Figure 1: Effect of 6 month of aerobic exercise on serum free glucose, free insulin, HOMA-IR and IGFBP-1 levels in obese subjects (data calculated based on Prior. 2011).
As the data in figure 1 goes to show, the exercise regimen had profound beneficial effects on insulin sensitivity - evidenced by the increase in serum free insulin levels and HOMA-IR (considered a "reliable" long-term marker of insulin resistance). As previous research had suggested, these changes were accompanied by a major increase in IGFBP-1 (and thus presumably a decrease in IGF-1 receptor activity). The increase in IGFBP-1 was however (almost completely, cf. figure 2) 4h after the study participants consumed a single high fat meal.
Figure 2: Effect of high fat meal (84% fat, 13.7% carbohydrates, and 2.7% protein) on IGFBP-1 levels (data calculated based on Prior. 2011)
This negative effect of high fat feeding on IGFBP-1, as can be seen in figure 2, was almost identical before and after the 6-month exercise intervention, which led the scientists to conclude that despite the fact that ...
[...] aerobic exercise training has a potentially beneficial effect to increase fasting plasma IGFBP-1 concentrations in previously sedentary middle-aged to older adults  [..., a]erobic exercise training did not attenuate the adverse effect of a high-fat meal on plasma IGFBP-1 concentrations
Image 3: Germany's former foreign minister Joschka Fischer is a famous "victim" of the "low-fat-marathon-style-endurance-training" fat loss myth with built in YoYo-effect - I guess you will have your own celebrities with similar impressive "transformations" ;-)
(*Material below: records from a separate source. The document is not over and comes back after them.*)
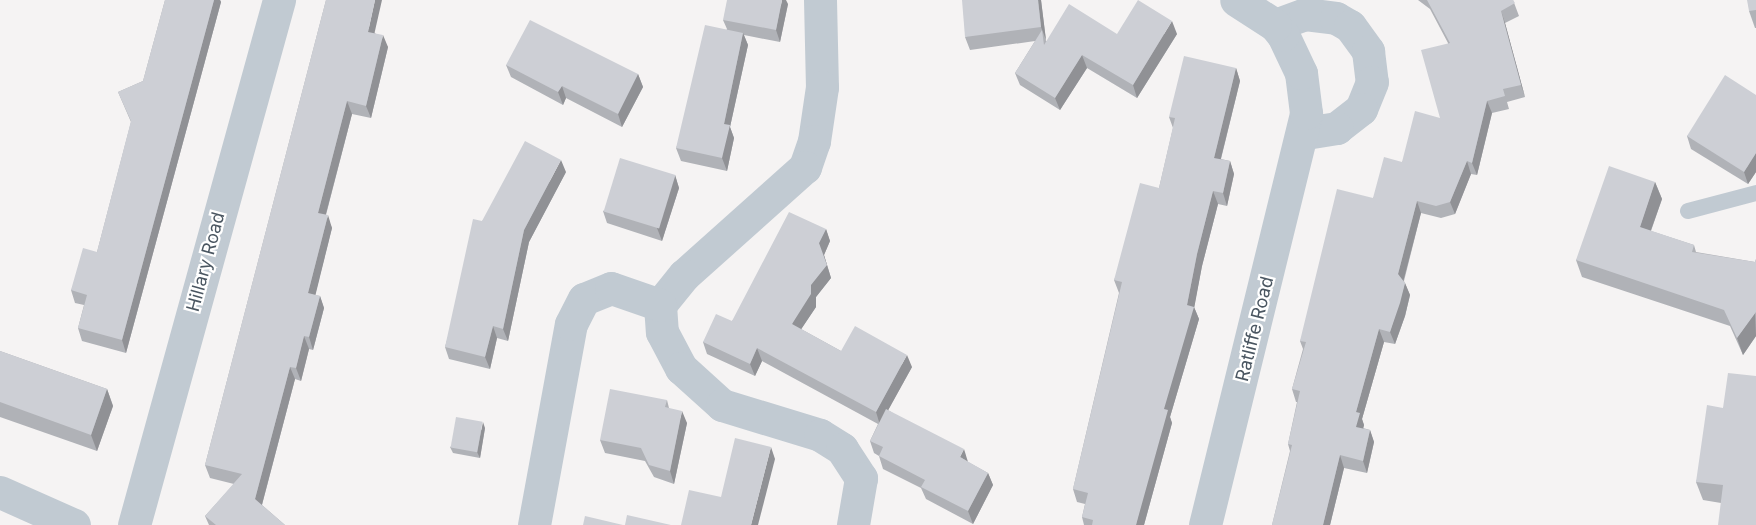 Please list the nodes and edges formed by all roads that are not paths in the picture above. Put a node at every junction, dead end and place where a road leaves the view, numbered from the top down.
1 (279, 0) edge
2 (820, 0) edge
3 (1236, 0) edge
4 (1275, 24) junction
5 (1304, 133) junction
6 (1756, 193) edge
7 (1688, 211) dead end
8 (660, 305) junction
9 (0, 492) edge
10 (74, 525) edge
11 (134, 525) edge
12 (534, 525) edge
13 (853, 525) edge
14 (1205, 525) edge

1 - 11 street, Hillary Road
2 - 8 street
3 - 4 street
4 - 5 street, Ratliffe Road
4 - 5 street
5 - 14 street, Ratliffe Road
6 - 7 lane
8 - 12 street
8 - 13 street
9 - 10 street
and (you probably expected this) use this as a welcome opportunity for repeating the good (I should rather say "bad") old mantra of the benefits of chronic endurance exercise and low fat dieting.... I mean, come on. Look at our (Germany's) former foreign minister, Joschka Fischer (cf. image 3) - don't we all know that low-fat cereals and marathon running are no solution.

It would be nice to see some scientists going beyond this illusive paradigm, in order to gain insights into the underlying mechanisms or, even more fundamentally, to answer the question whether high(er) levels of free IGF-1 are causative or just corollary to cardiovascular disease, cancer and all the other maladies IGF-1 is currently held responsible for and which role all the healthy low-fat grains we are supposed to eat play in the etiology of these diseases... in case that is going to happen within my life-time, you can be dead-certain (pun intended) that the SuppVersity is the place, where you will read about it first.